(WHAT IS BEING ASKED):
The entries are to be reproduced verbatim, and their pictures left out.

(Records contained in a dataset)
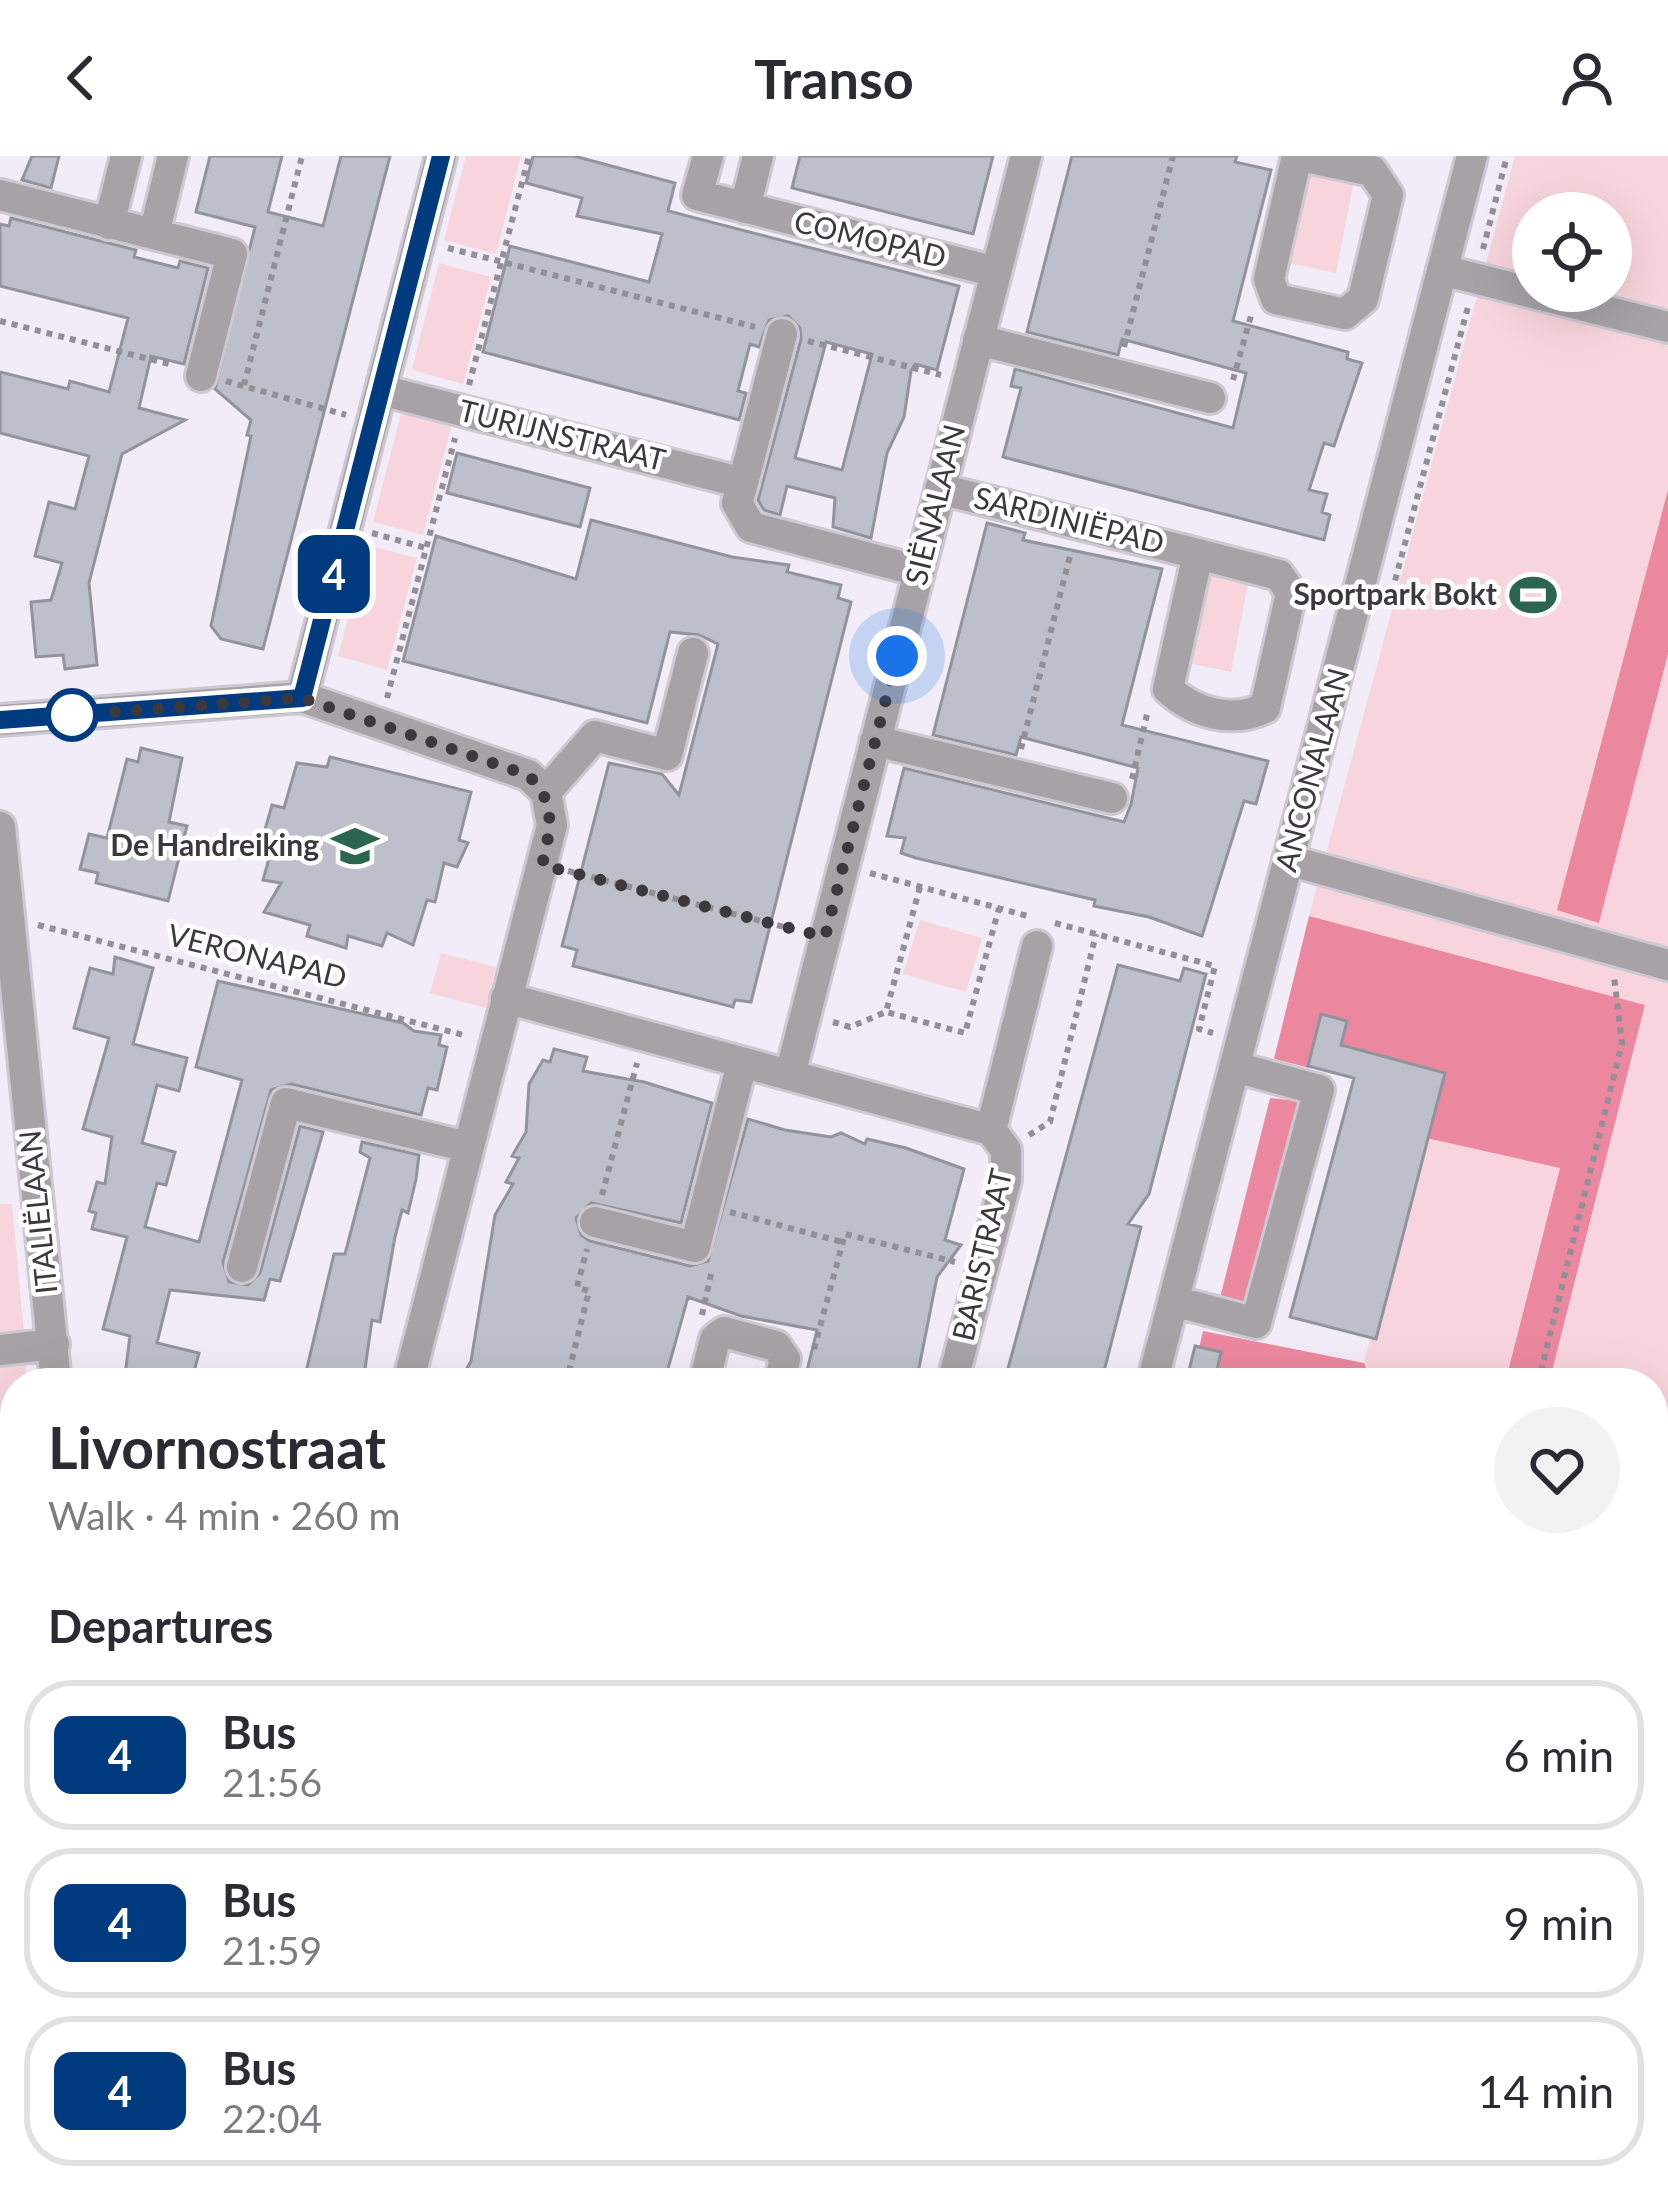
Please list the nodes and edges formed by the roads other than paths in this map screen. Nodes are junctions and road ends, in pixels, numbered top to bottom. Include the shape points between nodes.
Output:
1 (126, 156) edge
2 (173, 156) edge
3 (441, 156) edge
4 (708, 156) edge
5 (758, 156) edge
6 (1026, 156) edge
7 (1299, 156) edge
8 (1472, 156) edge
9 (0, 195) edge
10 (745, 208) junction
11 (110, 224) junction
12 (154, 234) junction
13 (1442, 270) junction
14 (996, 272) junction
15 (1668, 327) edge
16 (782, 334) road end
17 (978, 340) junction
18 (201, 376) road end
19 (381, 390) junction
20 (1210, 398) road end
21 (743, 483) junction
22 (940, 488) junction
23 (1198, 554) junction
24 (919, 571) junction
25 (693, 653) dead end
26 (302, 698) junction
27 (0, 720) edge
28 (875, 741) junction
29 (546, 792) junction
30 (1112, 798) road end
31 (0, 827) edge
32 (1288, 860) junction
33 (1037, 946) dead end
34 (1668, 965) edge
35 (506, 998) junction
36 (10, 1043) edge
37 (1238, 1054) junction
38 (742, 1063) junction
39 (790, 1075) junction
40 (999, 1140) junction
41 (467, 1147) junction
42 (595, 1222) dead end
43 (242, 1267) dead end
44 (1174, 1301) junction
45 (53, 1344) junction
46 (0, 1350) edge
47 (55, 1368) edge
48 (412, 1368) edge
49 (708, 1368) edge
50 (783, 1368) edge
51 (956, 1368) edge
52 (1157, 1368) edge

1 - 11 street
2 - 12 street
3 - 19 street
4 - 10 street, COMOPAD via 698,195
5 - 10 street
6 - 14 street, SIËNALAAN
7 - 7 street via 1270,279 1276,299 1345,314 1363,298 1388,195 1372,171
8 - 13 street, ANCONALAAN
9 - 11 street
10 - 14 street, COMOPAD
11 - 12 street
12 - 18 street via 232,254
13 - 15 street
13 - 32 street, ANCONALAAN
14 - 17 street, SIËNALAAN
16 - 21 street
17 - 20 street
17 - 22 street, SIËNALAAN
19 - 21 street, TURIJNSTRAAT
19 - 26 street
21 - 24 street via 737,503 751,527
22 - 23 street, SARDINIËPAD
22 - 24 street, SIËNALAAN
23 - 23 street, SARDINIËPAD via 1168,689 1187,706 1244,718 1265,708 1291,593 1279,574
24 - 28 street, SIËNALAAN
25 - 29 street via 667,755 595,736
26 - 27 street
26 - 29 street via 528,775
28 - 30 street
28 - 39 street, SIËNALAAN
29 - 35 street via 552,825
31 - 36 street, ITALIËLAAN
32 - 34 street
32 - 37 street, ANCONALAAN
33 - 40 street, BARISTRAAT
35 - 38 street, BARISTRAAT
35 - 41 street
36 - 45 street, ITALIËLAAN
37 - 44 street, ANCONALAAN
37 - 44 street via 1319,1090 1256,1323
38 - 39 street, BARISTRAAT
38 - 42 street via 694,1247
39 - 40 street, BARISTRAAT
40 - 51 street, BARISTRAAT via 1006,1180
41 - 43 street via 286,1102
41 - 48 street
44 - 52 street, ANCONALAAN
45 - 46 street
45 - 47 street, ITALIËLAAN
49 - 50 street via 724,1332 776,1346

(RESULT BELOW):
Please list the nodes and edges formed by the roads other than paths in this map screen. Nodes are junctions and road ends, in pixels, numbered top to bottom. Include the shape points between nodes.
Output:
1 (126, 156) edge
2 (173, 156) edge
3 (441, 156) edge
4 (708, 156) edge
5 (758, 156) edge
6 (1026, 156) edge
7 (1299, 156) edge
8 (1472, 156) edge
9 (0, 195) edge
10 (745, 208) junction
11 (110, 224) junction
12 (154, 234) junction
13 (1442, 270) junction
14 (996, 272) junction
15 (1668, 327) edge
16 (782, 334) road end
17 (978, 340) junction
18 (201, 376) road end
19 (381, 390) junction
20 (1210, 398) road end
21 (743, 483) junction
22 (940, 488) junction
23 (1198, 554) junction
24 (919, 571) junction
25 (693, 653) dead end
26 (302, 698) junction
27 (0, 720) edge
28 (875, 741) junction
29 (546, 792) junction
30 (1112, 798) road end
31 (0, 827) edge
32 (1288, 860) junction
33 (1037, 946) dead end
34 (1668, 965) edge
35 (506, 998) junction
36 (10, 1043) edge
37 (1238, 1054) junction
38 (742, 1063) junction
39 (790, 1075) junction
40 (999, 1140) junction
41 (467, 1147) junction
42 (595, 1222) dead end
43 (242, 1267) dead end
44 (1174, 1301) junction
45 (53, 1344) junction
46 (0, 1350) edge
47 (55, 1368) edge
48 (412, 1368) edge
49 (708, 1368) edge
50 (783, 1368) edge
51 (956, 1368) edge
52 (1157, 1368) edge

1 - 11 street
2 - 12 street
3 - 19 street
4 - 10 street, COMOPAD via 698,195
5 - 10 street
6 - 14 street, SIËNALAAN
7 - 7 street via 1270,279 1276,299 1345,314 1363,298 1388,195 1372,171
8 - 13 street, ANCONALAAN
9 - 11 street
10 - 14 street, COMOPAD
11 - 12 street
12 - 18 street via 232,254
13 - 15 street
13 - 32 street, ANCONALAAN
14 - 17 street, SIËNALAAN
16 - 21 street
17 - 20 street
17 - 22 street, SIËNALAAN
19 - 21 street, TURIJNSTRAAT
19 - 26 street
21 - 24 street via 737,503 751,527
22 - 23 street, SARDINIËPAD
22 - 24 street, SIËNALAAN
23 - 23 street, SARDINIËPAD via 1168,689 1187,706 1244,718 1265,708 1291,593 1279,574
24 - 28 street, SIËNALAAN
25 - 29 street via 667,755 595,736
26 - 27 street
26 - 29 street via 528,775
28 - 30 street
28 - 39 street, SIËNALAAN
29 - 35 street via 552,825
31 - 36 street, ITALIËLAAN
32 - 34 street
32 - 37 street, ANCONALAAN
33 - 40 street, BARISTRAAT
35 - 38 street, BARISTRAAT
35 - 41 street
36 - 45 street, ITALIËLAAN
37 - 44 street, ANCONALAAN
37 - 44 street via 1319,1090 1256,1323
38 - 39 street, BARISTRAAT
38 - 42 street via 694,1247
39 - 40 street, BARISTRAAT
40 - 51 street, BARISTRAAT via 1006,1180
41 - 43 street via 286,1102
41 - 48 street
44 - 52 street, ANCONALAAN
45 - 46 street
45 - 47 street, ITALIËLAAN
49 - 50 street via 724,1332 776,1346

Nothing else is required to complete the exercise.